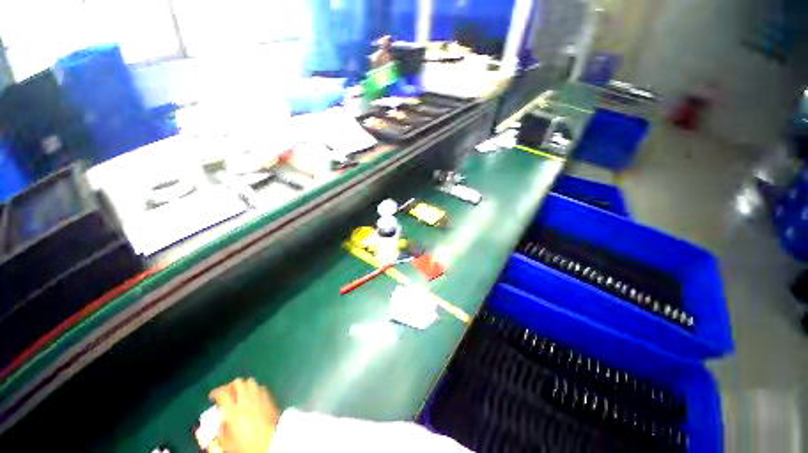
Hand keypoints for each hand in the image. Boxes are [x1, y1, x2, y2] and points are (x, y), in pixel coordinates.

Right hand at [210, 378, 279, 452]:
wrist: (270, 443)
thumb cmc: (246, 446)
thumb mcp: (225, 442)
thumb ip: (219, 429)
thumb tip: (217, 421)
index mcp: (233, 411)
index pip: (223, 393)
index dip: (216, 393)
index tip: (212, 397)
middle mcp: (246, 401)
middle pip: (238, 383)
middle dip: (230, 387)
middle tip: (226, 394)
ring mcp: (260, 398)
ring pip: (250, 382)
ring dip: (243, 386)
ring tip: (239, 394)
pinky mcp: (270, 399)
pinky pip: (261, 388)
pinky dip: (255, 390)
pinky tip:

* Problem to work on:
If a line of the entries above includes the word "thumb", count it; then state the total and nothing else.

* Your solution:
4